(ACTION ITEM) Where does the word "Pınar" show up in the data? Please find each such line and copy it.

(DATA SHOWN)

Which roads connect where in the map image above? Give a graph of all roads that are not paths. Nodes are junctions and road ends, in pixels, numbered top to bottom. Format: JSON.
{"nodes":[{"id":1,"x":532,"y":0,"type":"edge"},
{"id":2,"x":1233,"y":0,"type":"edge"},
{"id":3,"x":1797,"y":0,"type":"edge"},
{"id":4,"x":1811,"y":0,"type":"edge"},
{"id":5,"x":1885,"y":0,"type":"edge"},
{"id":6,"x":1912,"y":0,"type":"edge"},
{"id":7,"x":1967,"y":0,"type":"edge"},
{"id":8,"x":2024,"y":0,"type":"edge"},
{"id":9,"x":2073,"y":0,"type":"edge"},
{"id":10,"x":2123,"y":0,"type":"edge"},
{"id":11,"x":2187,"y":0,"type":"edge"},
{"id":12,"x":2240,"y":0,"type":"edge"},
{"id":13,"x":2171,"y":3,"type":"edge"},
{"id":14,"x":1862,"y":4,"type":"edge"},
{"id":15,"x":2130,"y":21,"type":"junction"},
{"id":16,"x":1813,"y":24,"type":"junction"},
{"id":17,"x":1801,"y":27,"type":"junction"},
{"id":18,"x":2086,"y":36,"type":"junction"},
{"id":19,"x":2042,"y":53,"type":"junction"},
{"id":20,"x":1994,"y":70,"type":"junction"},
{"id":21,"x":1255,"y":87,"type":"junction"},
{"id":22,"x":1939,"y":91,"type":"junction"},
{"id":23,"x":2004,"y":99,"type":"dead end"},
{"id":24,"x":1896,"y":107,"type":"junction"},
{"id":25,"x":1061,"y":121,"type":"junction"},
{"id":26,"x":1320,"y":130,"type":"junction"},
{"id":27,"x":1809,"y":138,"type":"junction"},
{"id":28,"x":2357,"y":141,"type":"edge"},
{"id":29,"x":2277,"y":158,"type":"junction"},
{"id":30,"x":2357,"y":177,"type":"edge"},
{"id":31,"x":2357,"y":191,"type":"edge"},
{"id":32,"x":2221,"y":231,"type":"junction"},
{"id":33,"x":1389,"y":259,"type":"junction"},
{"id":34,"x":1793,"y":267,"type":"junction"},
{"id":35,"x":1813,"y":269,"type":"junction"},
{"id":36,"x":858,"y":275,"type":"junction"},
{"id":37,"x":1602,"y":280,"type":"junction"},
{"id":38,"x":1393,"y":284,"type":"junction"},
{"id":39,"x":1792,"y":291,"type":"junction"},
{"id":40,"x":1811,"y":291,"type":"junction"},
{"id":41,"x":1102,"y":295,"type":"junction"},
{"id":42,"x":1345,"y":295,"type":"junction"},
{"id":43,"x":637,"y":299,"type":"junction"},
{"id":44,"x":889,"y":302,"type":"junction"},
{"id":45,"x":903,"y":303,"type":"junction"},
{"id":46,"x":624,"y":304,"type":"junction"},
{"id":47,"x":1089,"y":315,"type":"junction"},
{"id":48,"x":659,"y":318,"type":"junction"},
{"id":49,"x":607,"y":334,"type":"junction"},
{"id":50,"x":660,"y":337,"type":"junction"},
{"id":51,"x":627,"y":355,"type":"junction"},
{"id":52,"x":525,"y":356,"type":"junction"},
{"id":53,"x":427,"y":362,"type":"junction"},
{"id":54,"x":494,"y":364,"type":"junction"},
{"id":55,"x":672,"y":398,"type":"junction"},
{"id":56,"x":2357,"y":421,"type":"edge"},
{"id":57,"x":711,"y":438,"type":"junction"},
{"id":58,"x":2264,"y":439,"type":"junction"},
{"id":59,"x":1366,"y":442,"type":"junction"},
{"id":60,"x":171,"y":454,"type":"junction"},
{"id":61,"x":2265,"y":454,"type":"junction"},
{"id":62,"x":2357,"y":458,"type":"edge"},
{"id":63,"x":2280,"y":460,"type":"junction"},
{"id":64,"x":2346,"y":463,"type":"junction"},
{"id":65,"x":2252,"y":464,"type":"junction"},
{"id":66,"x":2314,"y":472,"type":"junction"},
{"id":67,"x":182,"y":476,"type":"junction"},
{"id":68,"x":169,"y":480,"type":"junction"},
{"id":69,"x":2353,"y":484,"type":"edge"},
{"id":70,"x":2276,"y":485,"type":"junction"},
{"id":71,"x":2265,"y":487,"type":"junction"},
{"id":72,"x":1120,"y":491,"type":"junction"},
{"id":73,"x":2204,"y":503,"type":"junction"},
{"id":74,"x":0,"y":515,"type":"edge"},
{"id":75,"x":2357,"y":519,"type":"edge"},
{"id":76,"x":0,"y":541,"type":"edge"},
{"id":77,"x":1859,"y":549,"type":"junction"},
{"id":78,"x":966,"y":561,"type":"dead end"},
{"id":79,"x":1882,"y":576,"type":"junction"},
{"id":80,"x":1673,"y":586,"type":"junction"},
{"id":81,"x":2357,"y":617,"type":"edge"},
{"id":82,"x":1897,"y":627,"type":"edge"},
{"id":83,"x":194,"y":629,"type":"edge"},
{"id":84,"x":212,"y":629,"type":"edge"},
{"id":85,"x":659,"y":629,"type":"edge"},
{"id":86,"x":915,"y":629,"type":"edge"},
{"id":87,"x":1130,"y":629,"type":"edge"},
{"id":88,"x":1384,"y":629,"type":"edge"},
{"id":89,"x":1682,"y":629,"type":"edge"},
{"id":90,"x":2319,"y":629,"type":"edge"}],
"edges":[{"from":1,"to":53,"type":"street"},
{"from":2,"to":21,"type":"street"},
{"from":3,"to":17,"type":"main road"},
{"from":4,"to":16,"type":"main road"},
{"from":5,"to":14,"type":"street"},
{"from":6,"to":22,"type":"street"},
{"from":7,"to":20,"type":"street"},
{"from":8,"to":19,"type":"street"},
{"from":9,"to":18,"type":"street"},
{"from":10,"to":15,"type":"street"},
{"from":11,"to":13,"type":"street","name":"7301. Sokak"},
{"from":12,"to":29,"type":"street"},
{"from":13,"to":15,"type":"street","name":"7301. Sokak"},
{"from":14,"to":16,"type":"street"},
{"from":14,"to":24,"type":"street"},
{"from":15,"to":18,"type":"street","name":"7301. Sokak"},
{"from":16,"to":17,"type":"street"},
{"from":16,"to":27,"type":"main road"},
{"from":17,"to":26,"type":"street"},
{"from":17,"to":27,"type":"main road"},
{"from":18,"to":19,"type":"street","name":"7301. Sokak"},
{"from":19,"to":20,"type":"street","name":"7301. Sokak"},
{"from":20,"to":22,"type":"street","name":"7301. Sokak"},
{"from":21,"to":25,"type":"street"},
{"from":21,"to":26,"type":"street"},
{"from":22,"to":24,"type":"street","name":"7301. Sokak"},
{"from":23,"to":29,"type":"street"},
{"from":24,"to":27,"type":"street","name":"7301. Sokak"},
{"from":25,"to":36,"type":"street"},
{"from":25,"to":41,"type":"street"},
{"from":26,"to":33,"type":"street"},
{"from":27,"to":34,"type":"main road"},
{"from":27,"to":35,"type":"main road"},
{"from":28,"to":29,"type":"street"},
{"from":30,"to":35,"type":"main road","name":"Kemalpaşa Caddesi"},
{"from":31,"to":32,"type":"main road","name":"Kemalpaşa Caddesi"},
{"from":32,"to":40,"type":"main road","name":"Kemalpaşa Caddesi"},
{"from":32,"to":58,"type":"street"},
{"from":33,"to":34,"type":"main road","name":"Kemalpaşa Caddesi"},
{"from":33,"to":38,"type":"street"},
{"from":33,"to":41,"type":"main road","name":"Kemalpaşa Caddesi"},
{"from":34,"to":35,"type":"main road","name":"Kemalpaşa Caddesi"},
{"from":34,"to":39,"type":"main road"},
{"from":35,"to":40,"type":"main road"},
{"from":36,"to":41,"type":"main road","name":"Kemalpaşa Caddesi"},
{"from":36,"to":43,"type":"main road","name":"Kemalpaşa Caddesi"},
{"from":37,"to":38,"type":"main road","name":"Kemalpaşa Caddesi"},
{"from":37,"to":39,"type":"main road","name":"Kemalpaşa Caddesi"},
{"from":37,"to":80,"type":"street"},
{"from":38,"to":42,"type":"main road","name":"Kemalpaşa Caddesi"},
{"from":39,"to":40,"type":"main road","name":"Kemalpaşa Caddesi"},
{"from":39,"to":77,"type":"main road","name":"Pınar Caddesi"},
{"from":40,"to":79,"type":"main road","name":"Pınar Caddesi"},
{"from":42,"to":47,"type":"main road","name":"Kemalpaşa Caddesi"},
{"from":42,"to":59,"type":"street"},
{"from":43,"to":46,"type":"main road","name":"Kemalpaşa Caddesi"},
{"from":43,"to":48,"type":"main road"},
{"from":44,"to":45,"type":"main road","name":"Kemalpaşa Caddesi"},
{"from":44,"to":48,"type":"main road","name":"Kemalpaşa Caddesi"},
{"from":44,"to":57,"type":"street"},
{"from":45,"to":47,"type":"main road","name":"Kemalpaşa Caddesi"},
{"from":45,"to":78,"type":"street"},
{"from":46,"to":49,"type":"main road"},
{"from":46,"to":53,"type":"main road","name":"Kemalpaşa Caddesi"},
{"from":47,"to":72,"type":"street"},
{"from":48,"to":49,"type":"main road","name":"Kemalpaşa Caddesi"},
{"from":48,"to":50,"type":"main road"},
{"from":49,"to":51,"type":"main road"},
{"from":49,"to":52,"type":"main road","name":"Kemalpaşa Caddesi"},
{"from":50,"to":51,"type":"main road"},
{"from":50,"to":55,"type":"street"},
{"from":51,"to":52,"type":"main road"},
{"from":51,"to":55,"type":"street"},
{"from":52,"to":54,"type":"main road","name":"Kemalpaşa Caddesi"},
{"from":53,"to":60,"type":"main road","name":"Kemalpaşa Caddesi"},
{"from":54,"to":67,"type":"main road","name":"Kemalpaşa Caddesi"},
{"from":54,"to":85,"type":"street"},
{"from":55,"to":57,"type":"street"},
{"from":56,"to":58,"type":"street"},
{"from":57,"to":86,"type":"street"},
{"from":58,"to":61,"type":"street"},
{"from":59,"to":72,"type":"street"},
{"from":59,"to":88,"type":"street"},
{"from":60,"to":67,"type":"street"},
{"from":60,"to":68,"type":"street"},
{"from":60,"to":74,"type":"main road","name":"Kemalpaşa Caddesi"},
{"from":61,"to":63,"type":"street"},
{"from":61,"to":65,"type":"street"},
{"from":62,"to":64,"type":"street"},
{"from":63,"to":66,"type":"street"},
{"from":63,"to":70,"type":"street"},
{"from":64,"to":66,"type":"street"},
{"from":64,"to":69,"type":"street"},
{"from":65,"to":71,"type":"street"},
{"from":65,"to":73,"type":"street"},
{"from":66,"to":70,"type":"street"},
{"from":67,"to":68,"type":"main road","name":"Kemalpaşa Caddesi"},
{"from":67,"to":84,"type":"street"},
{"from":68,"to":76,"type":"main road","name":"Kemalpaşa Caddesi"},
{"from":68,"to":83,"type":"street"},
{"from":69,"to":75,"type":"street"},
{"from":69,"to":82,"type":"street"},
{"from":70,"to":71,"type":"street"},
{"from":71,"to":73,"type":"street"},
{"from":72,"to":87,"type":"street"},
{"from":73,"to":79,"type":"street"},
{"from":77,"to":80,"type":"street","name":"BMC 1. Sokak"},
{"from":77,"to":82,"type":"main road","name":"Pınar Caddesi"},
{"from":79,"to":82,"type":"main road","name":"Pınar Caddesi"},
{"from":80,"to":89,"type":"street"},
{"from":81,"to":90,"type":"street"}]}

(ANSWER)
{"from":39,"to":77,"type":"main road","name":"Pınar Caddesi"},
{"from":40,"to":79,"type":"main road","name":"Pınar Caddesi"},
{"from":77,"to":82,"type":"main road","name":"Pınar Caddesi"},
{"from":79,"to":82,"type":"main road","name":"Pınar Caddesi"},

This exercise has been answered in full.